第2話 終焉の幕開け
あの後、俺は琴山を帰して司令官室に篭っていた。
あの時、あいつの言った言葉に意味がわからないでいると、奴はにこにこと変わらない笑顔のまま説明してきた。
琴山の言い分はこうだ。
ただ単に他の組織へ攻撃を仕掛けるのではなく、俺の組織と琴山の組織が協力同盟を結び、さらに他の組織へ侵略することで相手組織に早めに降伏させ、こちらの負担を軽減することが出来る。そして、相手組織に不平等条約を結ばせて、資源や金を山分けしてお互いにいい思いをする、ということらしい。
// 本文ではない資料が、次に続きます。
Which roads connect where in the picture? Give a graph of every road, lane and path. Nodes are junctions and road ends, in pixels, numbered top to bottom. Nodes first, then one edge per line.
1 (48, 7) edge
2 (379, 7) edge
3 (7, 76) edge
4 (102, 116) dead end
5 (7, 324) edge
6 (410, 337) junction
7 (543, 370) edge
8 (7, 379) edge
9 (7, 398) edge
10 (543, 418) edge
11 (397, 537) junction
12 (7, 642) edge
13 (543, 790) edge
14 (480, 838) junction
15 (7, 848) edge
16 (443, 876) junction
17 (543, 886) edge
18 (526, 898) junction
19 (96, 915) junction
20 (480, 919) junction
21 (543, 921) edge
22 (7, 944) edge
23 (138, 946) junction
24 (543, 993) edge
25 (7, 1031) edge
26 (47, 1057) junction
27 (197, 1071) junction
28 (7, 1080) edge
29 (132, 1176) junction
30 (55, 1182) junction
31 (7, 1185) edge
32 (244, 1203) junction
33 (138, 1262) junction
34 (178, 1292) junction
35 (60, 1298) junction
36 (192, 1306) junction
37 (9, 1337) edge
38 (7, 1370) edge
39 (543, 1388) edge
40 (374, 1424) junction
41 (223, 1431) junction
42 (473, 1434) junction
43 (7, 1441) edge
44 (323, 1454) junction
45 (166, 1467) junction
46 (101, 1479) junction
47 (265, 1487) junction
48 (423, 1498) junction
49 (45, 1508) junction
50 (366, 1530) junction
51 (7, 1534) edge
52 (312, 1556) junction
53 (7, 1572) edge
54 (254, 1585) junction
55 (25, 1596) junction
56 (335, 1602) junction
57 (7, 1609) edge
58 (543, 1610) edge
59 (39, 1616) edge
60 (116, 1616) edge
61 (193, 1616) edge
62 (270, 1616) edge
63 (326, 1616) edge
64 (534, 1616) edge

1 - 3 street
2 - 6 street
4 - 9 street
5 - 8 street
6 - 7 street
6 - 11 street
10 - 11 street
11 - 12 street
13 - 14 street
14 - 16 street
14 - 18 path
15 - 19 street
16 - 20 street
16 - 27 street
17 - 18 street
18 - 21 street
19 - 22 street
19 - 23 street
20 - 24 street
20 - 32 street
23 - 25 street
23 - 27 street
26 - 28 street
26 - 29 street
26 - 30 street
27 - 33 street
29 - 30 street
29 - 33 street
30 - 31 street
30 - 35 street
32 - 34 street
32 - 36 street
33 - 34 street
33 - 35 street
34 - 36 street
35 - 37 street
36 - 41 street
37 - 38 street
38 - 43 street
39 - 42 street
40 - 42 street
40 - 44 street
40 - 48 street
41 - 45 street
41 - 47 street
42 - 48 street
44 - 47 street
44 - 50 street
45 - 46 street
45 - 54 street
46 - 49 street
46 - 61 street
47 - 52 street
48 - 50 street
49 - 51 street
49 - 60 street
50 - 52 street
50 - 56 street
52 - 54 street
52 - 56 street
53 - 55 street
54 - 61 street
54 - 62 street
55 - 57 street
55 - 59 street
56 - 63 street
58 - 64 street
「悪い話じゃないでしょ?」と小首を傾げながら琴山が笑っていたのを思い出す。
一見優しそうな顔をしているくせに、腹の中は真っ黒だなと鼻で笑う。
確かに、彼の提案は決して悪い話ではない。だが、あちら側には一体何の得があるというのか。
軍の負担を軽くして、資源を獲得することは得ではあるが、せっかく手に入れた資源や金を山分けするなど、あいつらしくない。
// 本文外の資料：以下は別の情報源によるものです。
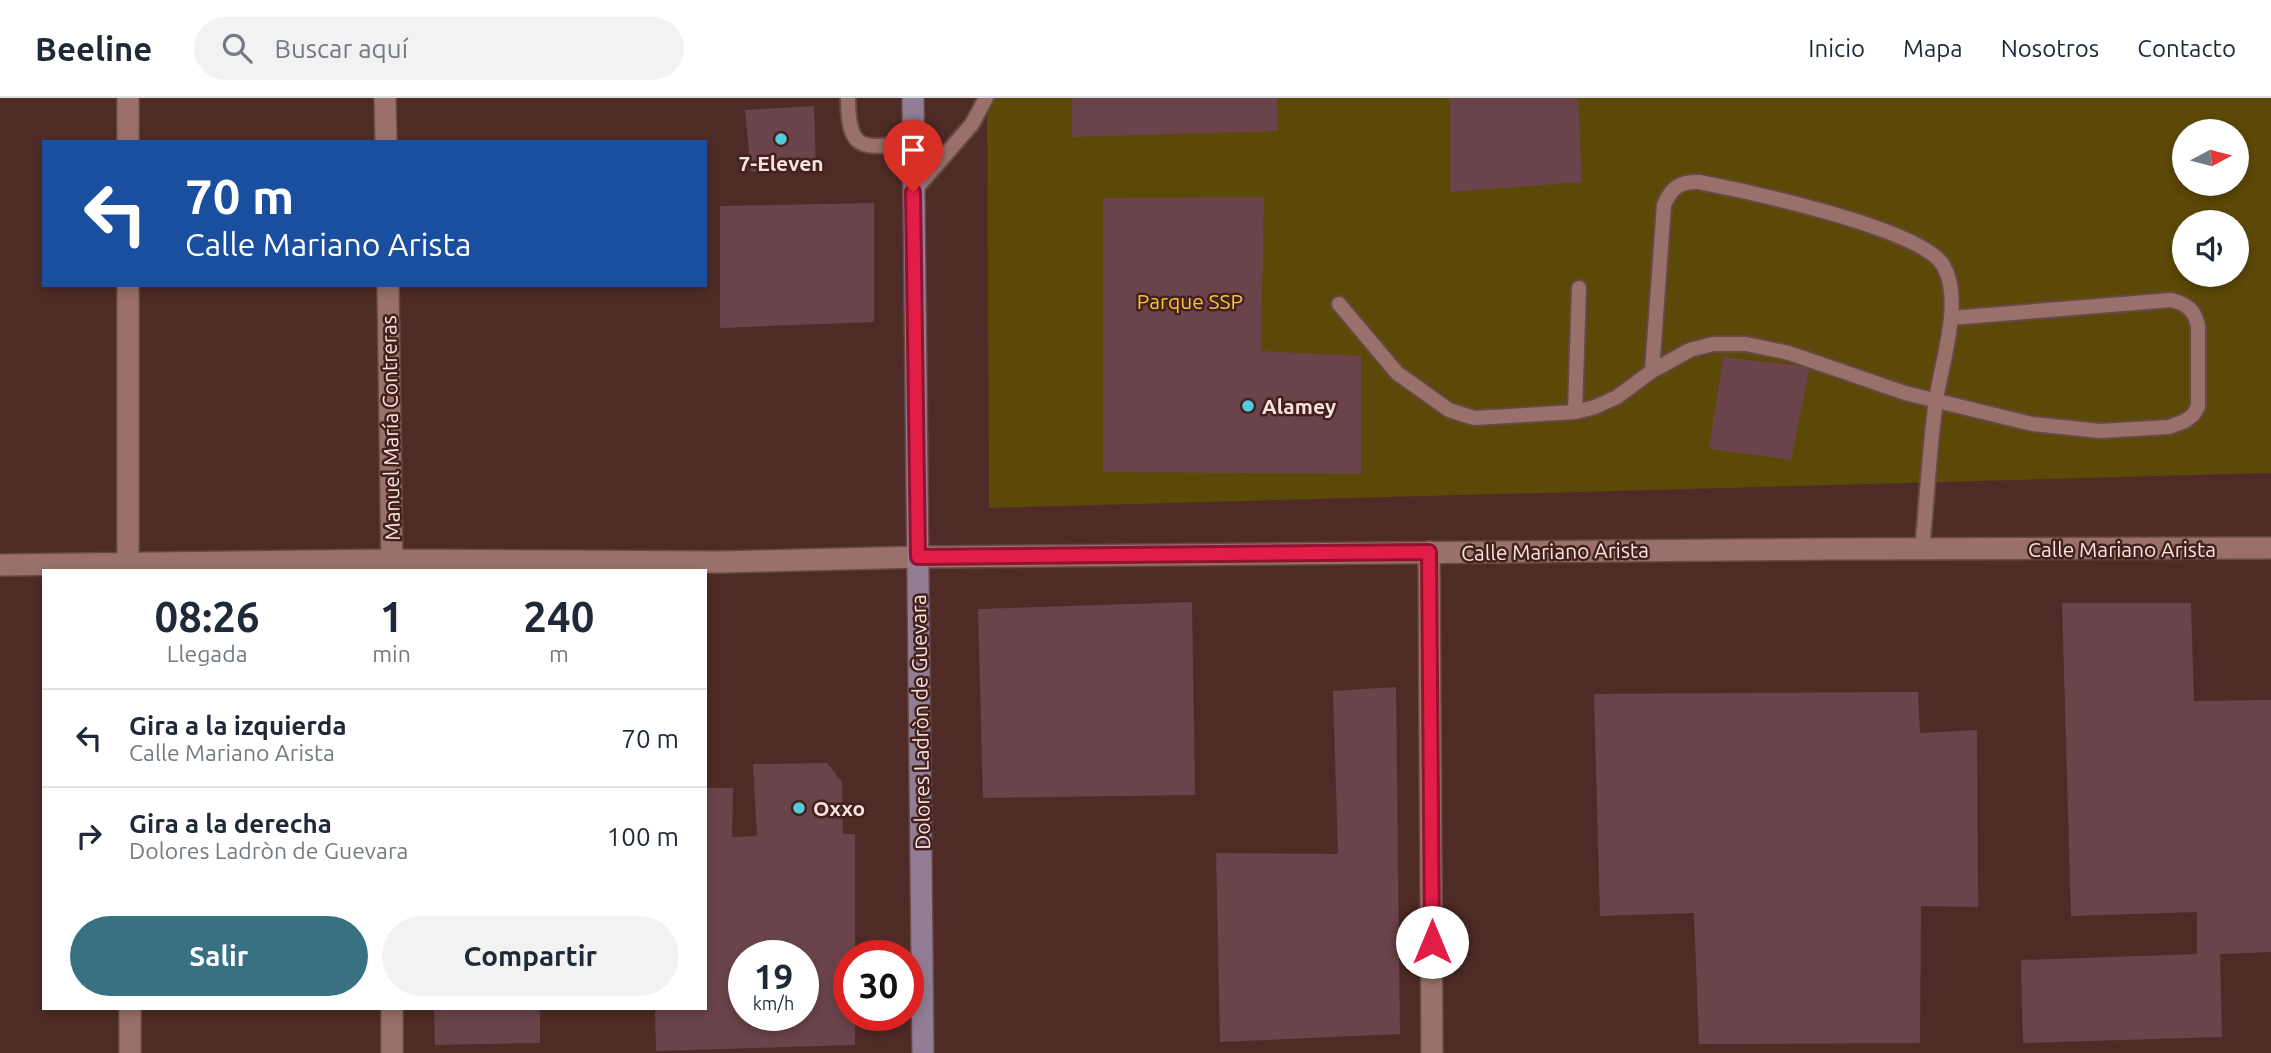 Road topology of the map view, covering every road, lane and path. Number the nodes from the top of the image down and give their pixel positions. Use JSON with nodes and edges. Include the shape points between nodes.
{"nodes":[{"id":1,"x":128,"y":98,"type":"edge"},
{"id":2,"x":385,"y":98,"type":"edge"},
{"id":3,"x":848,"y":98,"type":"edge"},
{"id":4,"x":913,"y":98,"type":"edge"},
{"id":5,"x":986,"y":98,"type":"edge"},
{"id":6,"x":128,"y":140,"type":"edge"},
{"id":7,"x":386,"y":140,"type":"edge"},
{"id":8,"x":913,"y":144,"type":"junction"},
{"id":9,"x":913,"y":192,"type":"junction"},
{"id":10,"x":128,"y":287,"type":"edge"},
{"id":11,"x":388,"y":287,"type":"edge"},
{"id":12,"x":1580,"y":288,"type":"dead end"},
{"id":13,"x":1339,"y":304,"type":"dead end"},
{"id":14,"x":1951,"y":318,"type":"junction"},
{"id":15,"x":1652,"y":371,"type":"junction"},
{"id":16,"x":1936,"y":401,"type":"junction"},
{"id":17,"x":1576,"y":412,"type":"junction"},
{"id":18,"x":2271,"y":548,"type":"edge"},
{"id":19,"x":1922,"y":550,"type":"junction"},
{"id":20,"x":1429,"y":552,"type":"junction"},
{"id":21,"x":918,"y":557,"type":"junction"},
{"id":22,"x":0,"y":565,"type":"edge"},
{"id":23,"x":392,"y":565,"type":"edge"},
{"id":24,"x":128,"y":566,"type":"edge"},
{"id":25,"x":130,"y":1010,"type":"edge"},
{"id":26,"x":392,"y":1010,"type":"edge"},
{"id":27,"x":130,"y":1053,"type":"edge"},
{"id":28,"x":392,"y":1053,"type":"edge"},
{"id":29,"x":923,"y":1053,"type":"edge"},
{"id":30,"x":1432,"y":1053,"type":"edge"}],
"edges":[{"from":1,"to":6,"type":"street"},
{"from":2,"to":7,"type":"street"},
{"from":3,"to":8,"type":"lane","via":[[849,127],[860,144]]},
{"from":4,"to":8,"type":"street","name":"Dolores Ladròn de Guevara"},
{"from":5,"to":9,"type":"lane","via":[[972,124]]},
{"from":8,"to":9,"type":"street","name":"Dolores Ladròn de Guevara"},
{"from":9,"to":21,"type":"street","name":"Dolores Ladròn de Guevara"},
{"from":10,"to":24,"type":"street"},
{"from":11,"to":23,"type":"street","name":"Manuel María Contreras"},
{"from":12,"to":17,"type":"lane"},
{"from":13,"to":17,"type":"lane","via":[[1397,373],[1449,410],[1474,418]]},
{"from":14,"to":15,"type":"lane","via":[[1950,280],[1930,250],[1913,241],[1765,196],[1688,181],[1678,185],[1664,205]]},
{"from":14,"to":16,"type":"lane"},
{"from":14,"to":16,"type":"lane","via":[[2171,300],[2182,303],[2196,316],[2197,407],[2185,421],[2169,426],[2100,431],[2032,424]]},
{"from":15,"to":16,"type":"lane","via":[[1690,350],[1713,344],[1746,344],[1789,353]]},
{"from":15,"to":17,"type":"lane","via":[[1618,397]]},
{"from":16,"to":19,"type":"lane"},
{"from":18,"to":19,"type":"street","name":"Calle Mariano Arista"},
{"from":19,"to":20,"type":"street","name":"Calle Mariano Arista"},
{"from":20,"to":21,"type":"street","name":"Calle Mariano Arista"},
{"from":20,"to":30,"type":"street"},
{"from":21,"to":23,"type":"street","name":"Calle Mariano Arista"},
{"from":21,"to":29,"type":"street","name":"Dolores Ladròn de Guevara"},
{"from":22,"to":24,"type":"street","name":"Calle Mariano Arista"},
{"from":23,"to":24,"type":"street","name":"Calle Mariano Arista"},
{"from":25,"to":27,"type":"street"},
{"from":26,"to":28,"type":"street"}]}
彼はもっと、大幅に自分への得がないとあまり動くようなやつではない。
それなのに、どういう風の吹き回しだ。
俺にはあいつの考えがわからない。
昔はもっと、あいつの考えていることが手に取るようにわかったのに。
いや、それは、あいつがまだ素直だったからで、今では昔の話だ。
ああ、またこんなことを思い出してしまった。忘れよう。
「はぁ…」
俺の溜め息だけが静かな部屋に空しく響く。
結局、琴山の提案には賛成せず、はっきりと答えは出さなかった。
これが俺の悪い癖だ。何でも白黒はっきりしないで曖昧にして終わらせてしまう。
俺が「検討しておく」と答えたら、去り際に「言うだけじゃなくてちゃんと検討してよね。浅賀くん」と琴山に言われてしまった。
あいつにも俺の癖を見抜かれているようだ。敵に癖を見抜かれるなど、司令官失格だなと一人で自嘲する。
さて、どうしようかと腕を組み、椅子の背もたれに身体をを預ける。
琴山は何か企んでいるのかもしれないが……。
あいつと手を組むか、それとも拒むか。
俺はどの選択をすれば正解なのか、もはやわからなくなってきた。
俺は、どうすれば。
一人で悶々と考えている間に瞼が重くなってきた。俺はそれに逆らわずに目を閉じた。
夢を、見た。
それが夢だという認識があるのに、俺は何の違和感も疑問もなく、その夢の中で過ごしていた。
俺は山の中にいた。森林のように草木が生い茂った場所だった。今では珍しいほどの緑地だ。
何をするわけでもなく、ぼうっと突っ立っていると、奥の方から誰かが俺を呼んでいるのに気付いた。
俺はそちらの方に歩いて近づいて行くと、俺を呼んでいたのは少年だった。一瞬、女の子かとも思ったが、なんとなく男の子だと思った。
それにしても、見るからに幼い少年なのに、目線が俺と同じ位置にある。それに、地面が近い。
そんなことを考えていると、目の前にいた少年が俺の腕を引っ張った。
「早く行こうよ!」
そういって少年は俺の腕を引いて駆け出した。
その時に見た俺の短い腕と小さな手。
ああ、そうか、俺は子供だったんだな。
一人で納得していると、気付いた時には開けた場所にいた。森の外に出たみたいだ。
俺の腕を引っ張っていた少年はいつの間にかいなくなっていて、周りを見渡すと、遠いところに少年がこっちを向いて手を振っていた。
「こっちにおいでよ!すごいんだ!」
少年がはしゃいだように言ってくる。
全く、なんていいながら俺は少年のいる所へと歩いて行った。
目を覚ますと、先程と変わらない司令官室の姿があった。
俺は椅子に座って腕を組んでいた。
先程と違うのは、外から差し込む光で部屋全体が橙色に染まっていたこと。
……考えているうちに寝てしまったようだ。
早く事務仕事を終わらせなければ。
「……手を、組む……か」
誰に言うわけでもなくぽつりとつぶやいた。
それがどういう意味であるのかを俺は理解している。本当は、俺はどうしたいのか、それも知っている。
フッと口元を歪ませ、椅子を回転させて窓の外を見る。
「まんまと乗ってやろうじゃねぇか」
俺は知りたい。あいつが何を企んでいるのか、どうやって俺を楽しませてくれるのかを。
たとえ、それが俺の組織にどんな結果を招こうとも。